━━━ Given records ━━━
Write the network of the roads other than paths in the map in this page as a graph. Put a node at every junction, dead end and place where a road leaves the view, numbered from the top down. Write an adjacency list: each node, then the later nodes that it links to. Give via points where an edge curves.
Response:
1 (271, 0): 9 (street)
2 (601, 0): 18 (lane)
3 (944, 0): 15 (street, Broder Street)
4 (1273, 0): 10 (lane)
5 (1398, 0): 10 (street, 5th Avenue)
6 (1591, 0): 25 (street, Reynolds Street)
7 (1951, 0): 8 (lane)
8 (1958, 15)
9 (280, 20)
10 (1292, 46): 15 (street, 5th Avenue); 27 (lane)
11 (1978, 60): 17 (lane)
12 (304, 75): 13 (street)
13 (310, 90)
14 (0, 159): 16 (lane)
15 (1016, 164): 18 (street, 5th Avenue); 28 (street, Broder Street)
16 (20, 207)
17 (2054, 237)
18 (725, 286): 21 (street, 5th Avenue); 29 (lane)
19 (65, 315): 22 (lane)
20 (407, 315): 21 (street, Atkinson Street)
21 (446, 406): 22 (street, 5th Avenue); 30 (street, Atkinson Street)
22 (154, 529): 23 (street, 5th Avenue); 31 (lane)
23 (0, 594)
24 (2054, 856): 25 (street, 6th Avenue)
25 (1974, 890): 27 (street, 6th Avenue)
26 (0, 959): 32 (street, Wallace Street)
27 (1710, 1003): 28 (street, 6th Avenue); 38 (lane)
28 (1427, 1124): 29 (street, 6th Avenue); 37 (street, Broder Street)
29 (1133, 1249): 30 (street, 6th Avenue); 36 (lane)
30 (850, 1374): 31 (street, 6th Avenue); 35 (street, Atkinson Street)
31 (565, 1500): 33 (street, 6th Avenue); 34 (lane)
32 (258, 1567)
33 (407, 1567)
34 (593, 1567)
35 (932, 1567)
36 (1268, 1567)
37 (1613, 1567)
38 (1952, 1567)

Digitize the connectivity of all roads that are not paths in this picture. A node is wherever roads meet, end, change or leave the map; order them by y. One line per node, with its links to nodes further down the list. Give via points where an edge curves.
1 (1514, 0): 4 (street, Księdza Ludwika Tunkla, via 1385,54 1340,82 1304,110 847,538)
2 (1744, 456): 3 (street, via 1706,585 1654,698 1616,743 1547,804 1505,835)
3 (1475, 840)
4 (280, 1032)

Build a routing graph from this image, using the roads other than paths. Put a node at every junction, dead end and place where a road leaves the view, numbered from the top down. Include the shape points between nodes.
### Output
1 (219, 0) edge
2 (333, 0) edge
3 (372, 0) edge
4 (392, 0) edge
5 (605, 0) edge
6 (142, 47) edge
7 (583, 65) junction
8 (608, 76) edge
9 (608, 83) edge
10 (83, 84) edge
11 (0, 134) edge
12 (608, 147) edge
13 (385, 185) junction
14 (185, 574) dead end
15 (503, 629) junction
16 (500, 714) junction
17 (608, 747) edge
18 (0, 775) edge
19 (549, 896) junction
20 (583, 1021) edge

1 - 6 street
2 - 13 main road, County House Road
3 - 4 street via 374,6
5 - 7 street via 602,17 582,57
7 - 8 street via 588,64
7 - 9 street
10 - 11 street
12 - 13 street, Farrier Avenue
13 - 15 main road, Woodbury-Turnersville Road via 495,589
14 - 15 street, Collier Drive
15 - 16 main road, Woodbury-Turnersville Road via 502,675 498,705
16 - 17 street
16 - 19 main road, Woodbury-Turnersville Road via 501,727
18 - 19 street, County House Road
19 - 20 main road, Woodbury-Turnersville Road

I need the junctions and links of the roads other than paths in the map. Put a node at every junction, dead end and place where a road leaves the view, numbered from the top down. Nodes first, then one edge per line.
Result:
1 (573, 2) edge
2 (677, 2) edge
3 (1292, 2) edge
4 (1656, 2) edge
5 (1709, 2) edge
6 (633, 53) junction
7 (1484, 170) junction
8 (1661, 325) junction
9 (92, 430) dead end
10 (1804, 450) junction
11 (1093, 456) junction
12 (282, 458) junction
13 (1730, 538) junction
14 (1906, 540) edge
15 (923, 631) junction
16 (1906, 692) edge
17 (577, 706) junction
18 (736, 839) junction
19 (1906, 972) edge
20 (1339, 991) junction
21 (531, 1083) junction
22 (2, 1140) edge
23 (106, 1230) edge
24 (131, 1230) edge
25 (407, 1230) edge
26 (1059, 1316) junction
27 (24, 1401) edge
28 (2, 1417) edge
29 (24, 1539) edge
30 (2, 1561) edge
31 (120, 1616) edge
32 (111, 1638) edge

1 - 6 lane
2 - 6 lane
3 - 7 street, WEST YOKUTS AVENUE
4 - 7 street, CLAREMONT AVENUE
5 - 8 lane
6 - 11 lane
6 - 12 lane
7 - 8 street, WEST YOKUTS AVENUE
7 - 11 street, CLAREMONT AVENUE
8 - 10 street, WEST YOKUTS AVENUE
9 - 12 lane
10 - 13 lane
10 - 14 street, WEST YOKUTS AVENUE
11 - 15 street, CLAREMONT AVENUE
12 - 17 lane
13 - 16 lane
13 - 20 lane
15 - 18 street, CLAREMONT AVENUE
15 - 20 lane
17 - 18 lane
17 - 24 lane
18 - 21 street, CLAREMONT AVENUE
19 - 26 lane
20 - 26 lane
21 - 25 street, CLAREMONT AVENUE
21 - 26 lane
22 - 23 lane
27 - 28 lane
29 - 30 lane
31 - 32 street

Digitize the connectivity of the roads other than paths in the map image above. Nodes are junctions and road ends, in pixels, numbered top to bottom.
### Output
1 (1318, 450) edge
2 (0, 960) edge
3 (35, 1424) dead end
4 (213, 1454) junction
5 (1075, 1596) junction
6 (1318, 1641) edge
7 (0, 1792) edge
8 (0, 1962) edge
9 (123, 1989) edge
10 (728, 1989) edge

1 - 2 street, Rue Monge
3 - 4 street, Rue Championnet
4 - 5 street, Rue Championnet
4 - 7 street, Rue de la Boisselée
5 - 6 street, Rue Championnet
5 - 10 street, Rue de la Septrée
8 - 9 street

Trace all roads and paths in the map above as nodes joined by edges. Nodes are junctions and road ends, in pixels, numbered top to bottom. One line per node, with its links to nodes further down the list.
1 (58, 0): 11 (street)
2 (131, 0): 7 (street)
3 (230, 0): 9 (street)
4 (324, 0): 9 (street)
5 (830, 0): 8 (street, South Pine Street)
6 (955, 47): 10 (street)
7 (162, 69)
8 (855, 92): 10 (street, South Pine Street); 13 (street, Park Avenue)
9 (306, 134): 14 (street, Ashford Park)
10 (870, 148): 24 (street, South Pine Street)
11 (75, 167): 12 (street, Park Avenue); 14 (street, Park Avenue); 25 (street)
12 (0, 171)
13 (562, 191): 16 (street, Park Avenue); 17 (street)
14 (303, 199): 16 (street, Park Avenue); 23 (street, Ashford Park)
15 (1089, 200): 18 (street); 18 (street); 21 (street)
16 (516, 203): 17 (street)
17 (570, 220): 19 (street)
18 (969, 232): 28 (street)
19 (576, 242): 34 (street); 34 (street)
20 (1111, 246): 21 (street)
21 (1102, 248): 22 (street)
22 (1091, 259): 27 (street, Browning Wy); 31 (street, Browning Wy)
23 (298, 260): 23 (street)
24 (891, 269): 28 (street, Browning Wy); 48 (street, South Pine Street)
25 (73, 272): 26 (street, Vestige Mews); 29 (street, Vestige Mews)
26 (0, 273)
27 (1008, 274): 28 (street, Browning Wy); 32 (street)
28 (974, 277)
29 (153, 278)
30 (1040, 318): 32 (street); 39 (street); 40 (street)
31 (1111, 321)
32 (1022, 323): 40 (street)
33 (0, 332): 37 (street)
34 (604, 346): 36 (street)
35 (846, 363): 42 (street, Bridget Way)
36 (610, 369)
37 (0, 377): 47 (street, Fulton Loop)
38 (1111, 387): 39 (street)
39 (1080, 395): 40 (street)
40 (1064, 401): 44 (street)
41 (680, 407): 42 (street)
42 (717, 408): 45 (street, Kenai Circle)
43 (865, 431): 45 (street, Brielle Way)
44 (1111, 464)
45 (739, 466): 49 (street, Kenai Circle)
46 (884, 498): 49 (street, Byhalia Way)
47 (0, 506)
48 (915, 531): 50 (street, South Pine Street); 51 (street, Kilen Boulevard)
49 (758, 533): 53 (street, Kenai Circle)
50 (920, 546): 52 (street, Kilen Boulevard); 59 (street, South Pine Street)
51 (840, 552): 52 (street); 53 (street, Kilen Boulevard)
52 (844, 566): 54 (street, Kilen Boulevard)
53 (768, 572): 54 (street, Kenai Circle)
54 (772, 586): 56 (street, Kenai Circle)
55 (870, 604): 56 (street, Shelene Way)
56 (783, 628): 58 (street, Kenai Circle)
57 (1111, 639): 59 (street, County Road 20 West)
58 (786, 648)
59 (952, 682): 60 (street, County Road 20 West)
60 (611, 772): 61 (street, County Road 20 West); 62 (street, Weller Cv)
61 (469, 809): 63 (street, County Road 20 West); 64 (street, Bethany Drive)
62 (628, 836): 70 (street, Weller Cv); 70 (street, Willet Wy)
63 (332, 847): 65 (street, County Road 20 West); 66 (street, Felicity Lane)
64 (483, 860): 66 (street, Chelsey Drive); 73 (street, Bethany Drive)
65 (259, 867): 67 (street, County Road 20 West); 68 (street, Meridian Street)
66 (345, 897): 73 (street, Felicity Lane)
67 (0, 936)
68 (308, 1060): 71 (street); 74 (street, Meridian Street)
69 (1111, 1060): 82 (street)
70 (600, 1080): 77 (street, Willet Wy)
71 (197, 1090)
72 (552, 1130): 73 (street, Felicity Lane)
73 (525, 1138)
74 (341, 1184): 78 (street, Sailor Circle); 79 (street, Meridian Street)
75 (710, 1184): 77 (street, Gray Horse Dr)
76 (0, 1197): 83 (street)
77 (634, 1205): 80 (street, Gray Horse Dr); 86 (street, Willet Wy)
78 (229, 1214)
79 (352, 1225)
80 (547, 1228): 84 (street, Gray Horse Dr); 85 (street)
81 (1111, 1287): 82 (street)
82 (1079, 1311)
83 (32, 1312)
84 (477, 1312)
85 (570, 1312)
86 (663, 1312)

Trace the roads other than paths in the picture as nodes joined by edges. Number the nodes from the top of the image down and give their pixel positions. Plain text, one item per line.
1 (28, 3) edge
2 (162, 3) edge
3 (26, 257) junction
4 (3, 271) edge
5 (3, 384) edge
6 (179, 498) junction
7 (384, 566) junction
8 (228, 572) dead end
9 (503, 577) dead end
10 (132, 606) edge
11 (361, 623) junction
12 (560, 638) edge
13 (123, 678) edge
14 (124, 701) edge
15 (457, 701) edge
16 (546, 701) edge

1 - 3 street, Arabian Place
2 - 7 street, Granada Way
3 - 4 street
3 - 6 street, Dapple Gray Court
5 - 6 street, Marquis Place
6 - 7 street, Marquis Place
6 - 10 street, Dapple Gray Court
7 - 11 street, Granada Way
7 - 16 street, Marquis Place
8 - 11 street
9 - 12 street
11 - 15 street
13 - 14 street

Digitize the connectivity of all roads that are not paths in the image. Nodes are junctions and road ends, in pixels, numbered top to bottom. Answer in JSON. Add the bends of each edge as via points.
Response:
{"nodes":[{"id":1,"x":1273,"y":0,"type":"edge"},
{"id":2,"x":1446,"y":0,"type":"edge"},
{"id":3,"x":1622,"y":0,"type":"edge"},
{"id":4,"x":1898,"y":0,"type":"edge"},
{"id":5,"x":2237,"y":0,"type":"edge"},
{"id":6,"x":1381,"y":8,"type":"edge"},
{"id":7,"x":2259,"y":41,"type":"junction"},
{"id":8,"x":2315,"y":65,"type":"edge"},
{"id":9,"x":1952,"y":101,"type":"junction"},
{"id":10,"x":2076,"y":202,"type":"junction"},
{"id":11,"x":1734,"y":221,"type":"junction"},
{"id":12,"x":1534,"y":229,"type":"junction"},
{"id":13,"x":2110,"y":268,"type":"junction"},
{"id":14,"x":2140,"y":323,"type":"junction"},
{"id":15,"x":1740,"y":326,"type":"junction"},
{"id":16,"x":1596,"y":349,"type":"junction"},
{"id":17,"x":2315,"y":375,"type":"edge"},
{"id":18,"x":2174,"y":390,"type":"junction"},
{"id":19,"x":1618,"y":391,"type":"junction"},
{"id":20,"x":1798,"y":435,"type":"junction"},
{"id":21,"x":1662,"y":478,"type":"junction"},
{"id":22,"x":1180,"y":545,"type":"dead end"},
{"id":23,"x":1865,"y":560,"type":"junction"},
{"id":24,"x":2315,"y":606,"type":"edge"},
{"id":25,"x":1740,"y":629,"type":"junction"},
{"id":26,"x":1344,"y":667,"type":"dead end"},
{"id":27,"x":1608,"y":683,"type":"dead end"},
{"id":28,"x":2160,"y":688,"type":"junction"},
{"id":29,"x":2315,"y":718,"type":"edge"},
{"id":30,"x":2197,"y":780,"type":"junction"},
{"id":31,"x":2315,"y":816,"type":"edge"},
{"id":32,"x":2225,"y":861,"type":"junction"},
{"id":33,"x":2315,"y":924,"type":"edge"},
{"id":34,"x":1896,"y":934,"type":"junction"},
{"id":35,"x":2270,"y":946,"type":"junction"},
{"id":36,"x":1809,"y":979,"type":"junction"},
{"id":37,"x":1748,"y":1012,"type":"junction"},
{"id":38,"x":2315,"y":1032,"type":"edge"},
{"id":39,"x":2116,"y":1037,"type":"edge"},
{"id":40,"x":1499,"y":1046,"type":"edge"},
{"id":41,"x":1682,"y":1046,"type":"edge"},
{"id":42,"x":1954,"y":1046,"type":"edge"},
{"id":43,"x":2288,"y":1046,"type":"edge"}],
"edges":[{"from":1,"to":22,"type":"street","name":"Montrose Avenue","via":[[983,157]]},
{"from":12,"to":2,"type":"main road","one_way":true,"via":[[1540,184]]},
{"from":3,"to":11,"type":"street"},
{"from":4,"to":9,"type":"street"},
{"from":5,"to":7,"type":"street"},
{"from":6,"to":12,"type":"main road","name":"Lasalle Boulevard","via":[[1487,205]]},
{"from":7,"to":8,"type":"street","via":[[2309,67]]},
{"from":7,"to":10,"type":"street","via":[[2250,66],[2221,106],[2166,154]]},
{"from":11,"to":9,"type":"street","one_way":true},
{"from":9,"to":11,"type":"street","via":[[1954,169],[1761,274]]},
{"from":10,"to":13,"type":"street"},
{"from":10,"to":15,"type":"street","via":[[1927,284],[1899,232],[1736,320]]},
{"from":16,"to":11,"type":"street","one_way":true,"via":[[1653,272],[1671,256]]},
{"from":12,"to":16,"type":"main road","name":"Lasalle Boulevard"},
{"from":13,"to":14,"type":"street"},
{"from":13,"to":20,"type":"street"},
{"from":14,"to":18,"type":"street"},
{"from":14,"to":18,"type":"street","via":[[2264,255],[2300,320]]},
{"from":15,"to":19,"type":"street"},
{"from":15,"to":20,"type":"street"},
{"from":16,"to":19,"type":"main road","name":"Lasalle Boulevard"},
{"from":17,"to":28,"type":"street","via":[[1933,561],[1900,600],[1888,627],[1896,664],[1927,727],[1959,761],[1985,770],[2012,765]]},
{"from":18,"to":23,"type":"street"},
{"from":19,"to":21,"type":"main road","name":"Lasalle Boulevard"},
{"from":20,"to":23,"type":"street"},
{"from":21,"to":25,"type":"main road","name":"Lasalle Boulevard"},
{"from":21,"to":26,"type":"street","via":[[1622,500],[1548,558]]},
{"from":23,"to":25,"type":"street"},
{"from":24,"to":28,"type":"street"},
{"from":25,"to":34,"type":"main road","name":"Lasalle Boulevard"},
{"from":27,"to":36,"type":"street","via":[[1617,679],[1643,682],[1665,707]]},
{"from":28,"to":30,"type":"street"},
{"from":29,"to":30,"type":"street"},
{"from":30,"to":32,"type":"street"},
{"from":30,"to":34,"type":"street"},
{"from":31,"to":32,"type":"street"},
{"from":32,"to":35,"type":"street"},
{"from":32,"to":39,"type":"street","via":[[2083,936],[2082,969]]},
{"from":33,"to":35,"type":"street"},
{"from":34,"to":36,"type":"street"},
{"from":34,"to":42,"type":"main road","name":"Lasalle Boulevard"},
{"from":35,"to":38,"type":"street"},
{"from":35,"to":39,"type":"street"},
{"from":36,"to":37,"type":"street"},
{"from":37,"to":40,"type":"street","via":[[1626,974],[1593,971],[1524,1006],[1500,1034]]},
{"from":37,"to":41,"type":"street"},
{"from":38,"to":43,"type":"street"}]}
━━━
- Your goal: Each line of the data that holds the word "House" should be copied.

- Answer to the problem:
2 - 13 main road, County House Road
18 - 19 street, County House Road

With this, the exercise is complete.